The SPX daily shows the wave structure and resistance. Minor wave 2 up has retraced a hefty portion of the Minor 1 decline and time-wise ratio between Minor 1 and 2 is fairly good. So Minor 2 could end at any time in either a simple zigzag or double zigzag scenario. I prefer to use the single zigzag scenario because a double zigzag scenario implies much higher prices. If we do have much higher prices from here, then double zigzag may indeed be the case. Remember, the theory behind double zigzag formations is that price was lacking in the first zigzag. That was not the case here.
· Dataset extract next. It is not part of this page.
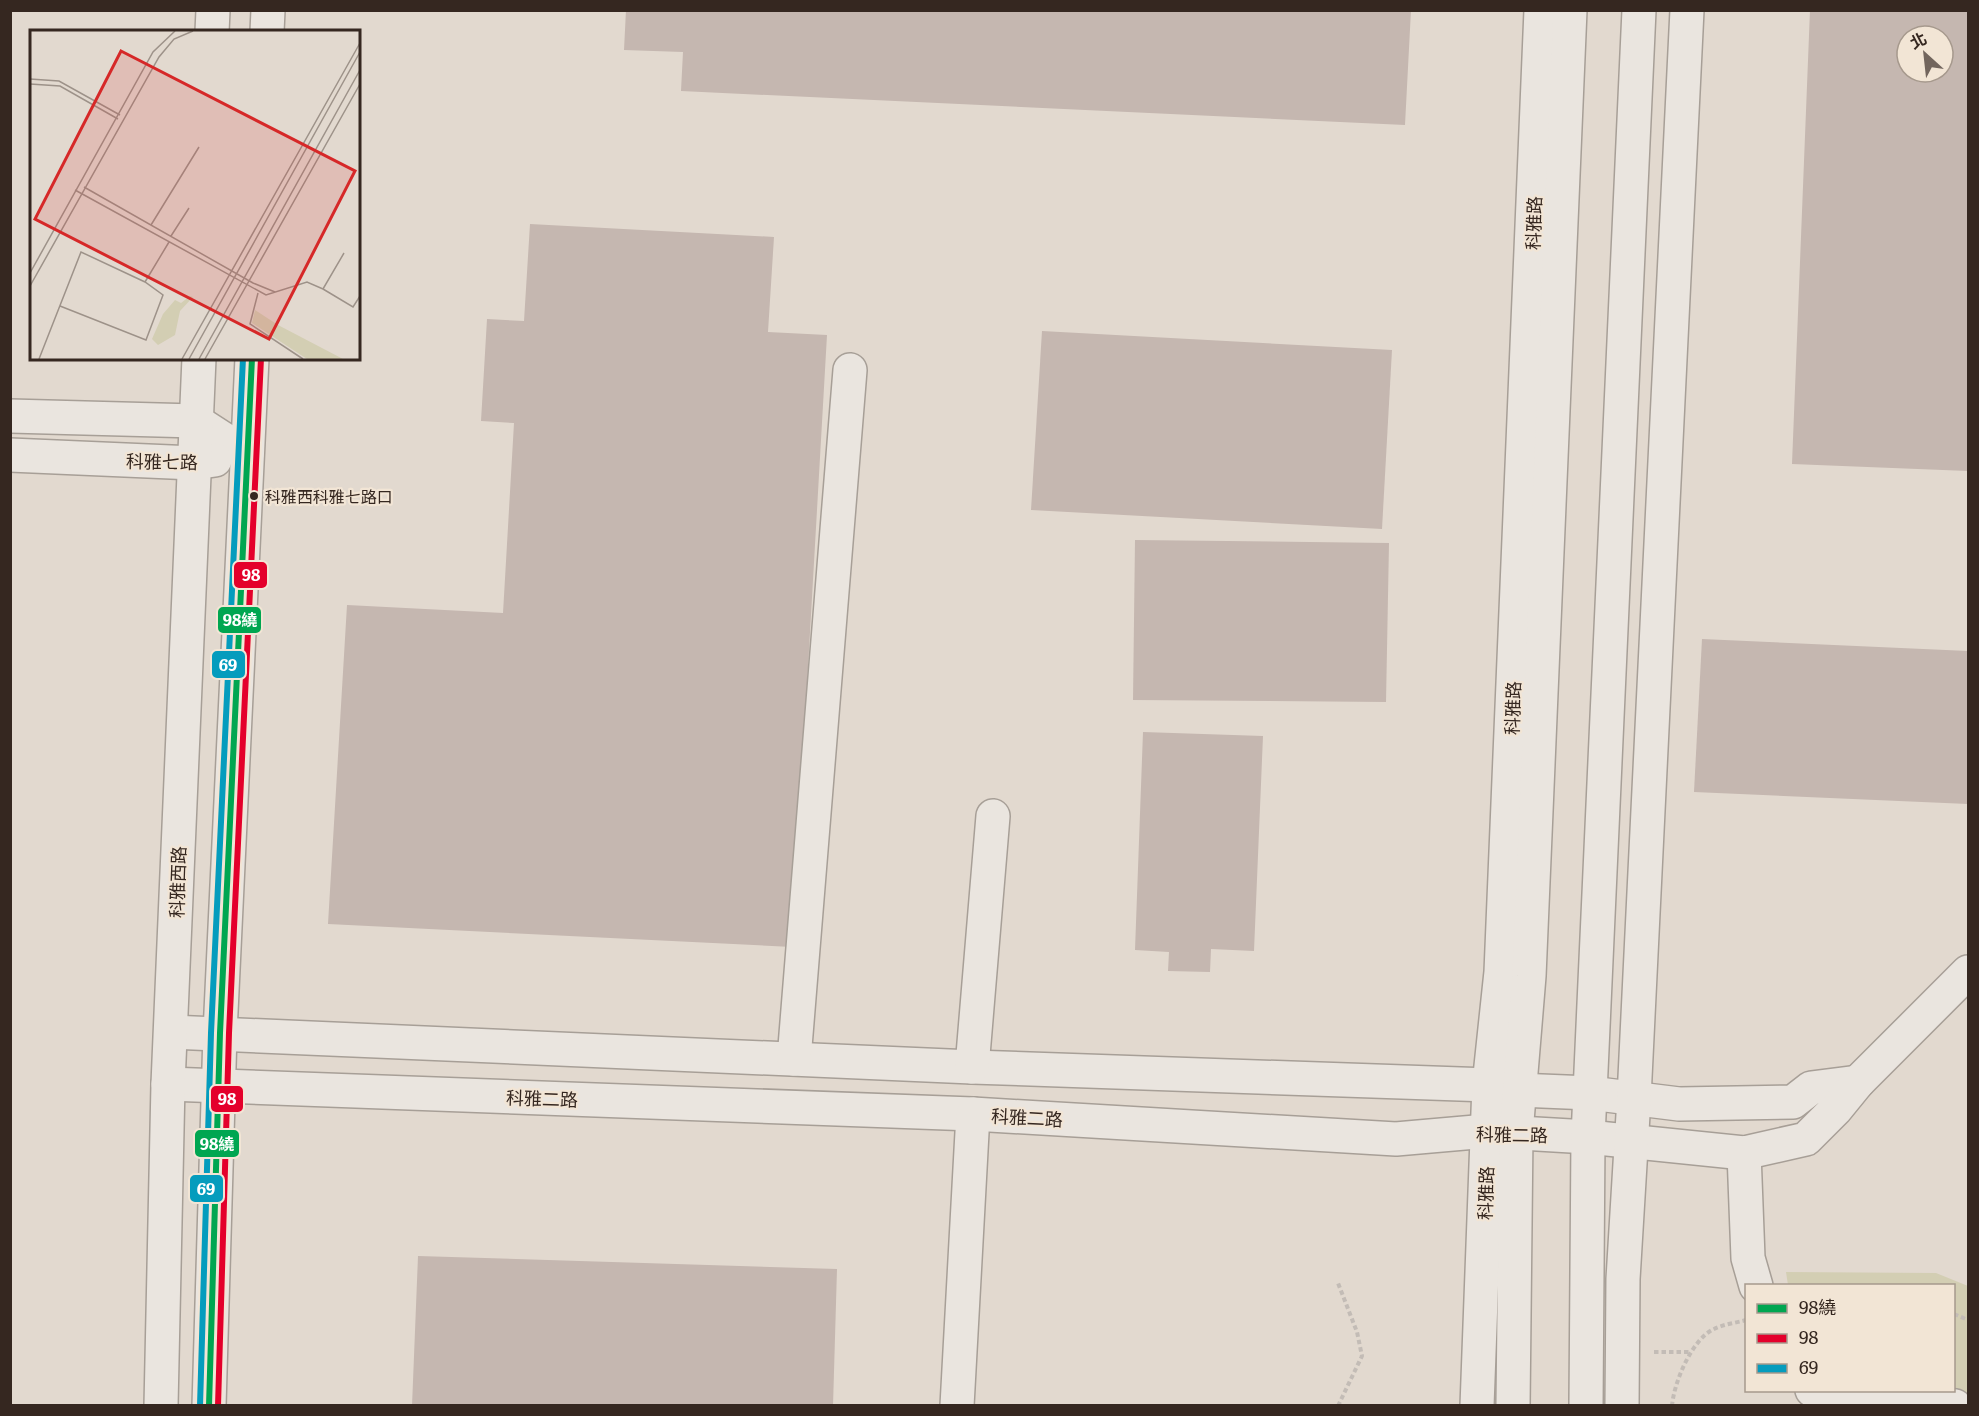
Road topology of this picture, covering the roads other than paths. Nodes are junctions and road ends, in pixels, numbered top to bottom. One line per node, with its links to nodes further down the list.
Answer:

For instance if a single zigzag took prices in Minor 2 back to only a 38% retrace, a double zigzag makes sense in that the second may boost prices to 62%. But in this case, the initial rebound wave structure took prices already toward the 62% Fib so we cannot say that initial price retrace was shallow.
In other words, if a first zigzag retraces the market 60% , the market doesn't need a second zigzag to retrace to merely 64%. It may need time, but it doesn't need price necessarily.
This Wilshire chart shows a more detailed breakdown. Note that the time factor between Minor 1 and 2 is maturing into a very nice ratio. One has to be patient. Surely if the market advances over the next few weeks in a slow steady fashion, any remaining excess bearishness will recede.
But again, the market has retraced adequate price and time for Minor 2. However, as is always the case, the market is always right and if it requires more price and time, then we have to respect that potential.